What would you add to this list? 


  • Worship doesn’t have to be convenient or comfortable.

  • If Jesus was as significant to N. American believers as He is to believers around the world, the great commission would become our #1 priority.

  • Barry Agnew says:

    Thank you for all you do Dr. Lawless. I love to share your work with our people here at RFBC.

  • Casey Deaton says:

    The “American Dream” has nothing to do with the Gospel.

    Believers in a lot of countries are so small in number that they don’t have time for church politics or getting over run with tradition.
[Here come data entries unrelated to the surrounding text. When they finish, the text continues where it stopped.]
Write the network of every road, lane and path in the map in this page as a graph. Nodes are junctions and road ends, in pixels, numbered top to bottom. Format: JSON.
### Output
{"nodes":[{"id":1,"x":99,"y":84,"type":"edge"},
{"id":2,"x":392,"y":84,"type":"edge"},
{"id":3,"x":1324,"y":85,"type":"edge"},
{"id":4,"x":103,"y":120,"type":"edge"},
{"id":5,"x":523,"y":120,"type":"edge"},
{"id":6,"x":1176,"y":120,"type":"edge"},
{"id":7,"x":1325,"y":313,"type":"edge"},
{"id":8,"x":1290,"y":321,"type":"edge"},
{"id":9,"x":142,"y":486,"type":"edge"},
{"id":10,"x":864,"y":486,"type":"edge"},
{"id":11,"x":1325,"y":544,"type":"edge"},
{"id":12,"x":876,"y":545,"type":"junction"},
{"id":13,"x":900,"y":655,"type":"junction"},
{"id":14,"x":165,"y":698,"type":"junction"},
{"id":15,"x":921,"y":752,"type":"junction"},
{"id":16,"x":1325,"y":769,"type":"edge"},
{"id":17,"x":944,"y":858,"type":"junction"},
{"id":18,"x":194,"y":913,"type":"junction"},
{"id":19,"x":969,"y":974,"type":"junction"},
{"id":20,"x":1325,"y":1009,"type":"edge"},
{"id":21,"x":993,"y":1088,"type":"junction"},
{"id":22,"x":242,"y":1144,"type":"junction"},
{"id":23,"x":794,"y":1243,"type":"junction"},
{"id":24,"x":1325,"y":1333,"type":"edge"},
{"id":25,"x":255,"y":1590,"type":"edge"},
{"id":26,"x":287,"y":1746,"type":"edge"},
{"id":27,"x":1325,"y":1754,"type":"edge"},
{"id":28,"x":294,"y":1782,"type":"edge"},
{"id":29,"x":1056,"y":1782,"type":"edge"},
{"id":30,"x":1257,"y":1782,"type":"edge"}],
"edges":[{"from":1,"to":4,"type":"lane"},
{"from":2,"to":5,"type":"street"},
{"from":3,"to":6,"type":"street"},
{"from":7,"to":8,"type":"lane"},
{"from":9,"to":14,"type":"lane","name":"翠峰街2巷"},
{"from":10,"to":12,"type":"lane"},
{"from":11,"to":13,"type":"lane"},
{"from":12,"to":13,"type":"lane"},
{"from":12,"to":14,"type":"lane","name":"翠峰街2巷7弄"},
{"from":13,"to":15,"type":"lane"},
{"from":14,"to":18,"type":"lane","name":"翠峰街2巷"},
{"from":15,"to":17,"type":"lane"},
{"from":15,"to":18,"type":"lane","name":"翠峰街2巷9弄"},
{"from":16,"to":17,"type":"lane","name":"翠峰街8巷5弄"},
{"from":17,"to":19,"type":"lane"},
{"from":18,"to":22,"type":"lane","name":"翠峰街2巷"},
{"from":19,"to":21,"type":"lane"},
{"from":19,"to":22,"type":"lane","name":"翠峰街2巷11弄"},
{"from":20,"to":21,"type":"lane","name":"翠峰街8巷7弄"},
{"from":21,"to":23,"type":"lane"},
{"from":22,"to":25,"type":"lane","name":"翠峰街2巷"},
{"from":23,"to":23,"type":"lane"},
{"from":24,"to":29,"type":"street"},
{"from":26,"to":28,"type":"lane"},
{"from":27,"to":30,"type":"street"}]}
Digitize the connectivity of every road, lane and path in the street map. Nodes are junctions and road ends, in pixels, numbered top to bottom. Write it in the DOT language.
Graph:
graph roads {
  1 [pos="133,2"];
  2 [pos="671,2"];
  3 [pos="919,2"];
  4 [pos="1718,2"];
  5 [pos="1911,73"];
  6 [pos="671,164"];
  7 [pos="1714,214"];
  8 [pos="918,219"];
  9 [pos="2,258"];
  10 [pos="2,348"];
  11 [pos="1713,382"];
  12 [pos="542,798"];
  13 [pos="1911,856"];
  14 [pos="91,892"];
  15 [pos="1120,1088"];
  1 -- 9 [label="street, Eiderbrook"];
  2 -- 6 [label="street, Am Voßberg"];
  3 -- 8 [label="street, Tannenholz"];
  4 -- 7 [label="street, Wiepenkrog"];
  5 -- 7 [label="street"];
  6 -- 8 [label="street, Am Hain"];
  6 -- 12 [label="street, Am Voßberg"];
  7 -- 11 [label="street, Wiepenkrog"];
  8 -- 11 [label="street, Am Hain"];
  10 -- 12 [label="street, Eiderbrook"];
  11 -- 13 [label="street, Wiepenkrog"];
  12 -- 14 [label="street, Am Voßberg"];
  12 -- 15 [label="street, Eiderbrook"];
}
  • There is nothing new under the sun. If they persecuted Jesus, we ought to EXPECT, rather than try to extinguish, persecution. (Those are 2 separate things, there.)

  • Roy says:

    My name is Roy. A year ago I retired from overseas work and returned to the U.S. having spent nineteen years in a part of Asia when there are very few believers and the church suffers a high degree of persecution. Prior to that I served as teacher, deacon, or pastor in small churches in small communities in America for twenty years. What I have seen in this past year is a very disquieted church that seems to be unhappy even when wildly “successful” by it’s own definition. There is only one body of Christ so a depressed “member” in America is of concern worldwide. On that note I offer the following:

    Ten things North American believers do that would be seen as signs of bad health by most believers I know around the world.

    1. When we rely almost exclusively on “classroom” methods such as the pulpit, seminars, how to books and small group studies to grow believers. We rarely get a chance to see these lessons demonstrated by leaders in day to day life.
    2. When our pleasure is the yardstick by which to measure the quality of our worship. Our Sunday service has digressed to a modern form of “high church” where everything is a choreographed performance designed to please the audience.
    3. When we put far too much reliance upon the outcome of elections and other acts of Caesar. We even do this to the great cost of our witness.
    4. When we retreat from “bad” neighborhoods, “bad” schools, and even from “bad” art and science. We act as though our fortress can withstand the evil of our age when if fact it is the gates of hell that can not withstand our faith.
    5. When something works well and we copy it and keep repeating it until makes us deaf to the Holy Spirit. Good ideas may only work once. A good ear and a bold obedience is the only methodology worthy of the Kingdom.
    6. When we have taken local ownership of the task that rightfully belongs to the whole church. Local congregations are competing with one another for bragging rights and the smaller have already given up. We have forgotten that expanding the Kingdom is a cooperative effort.
    7. When we have accept the world’s very low definition of what a Christian is. Jesus called His followers disciples and set a very high standard for what it means to wear that title. Disciples are always free to pay the cost and never expecting the world to grant them “rights”.
    8. When our congregations are built on a business model with a boss and a chain of command. When church goers are encouraged to shop around for the “product” that best suits their personal needs and tastes. I call this Church, Inc. I remember when we were more like a co-op of equals who sometimes disagreed but at least made some attempt to submit to one another. Strong equal relationships even messy contentious ones are the stuff of a successful healthy church.
    9. When we applaud one another in church and hand out trophies and titles for every sacrifice as though sacrifice was not the norm.

    10.When yard signs, bumper stickers, and tee shirts declare our allegiance as though we are at war with our neighbors. The flesh and blood of our unsaved neighbors is not the enemy against whom we wrestle. No wonder the American church is so unhappy, it is fighting the wrong war and losing.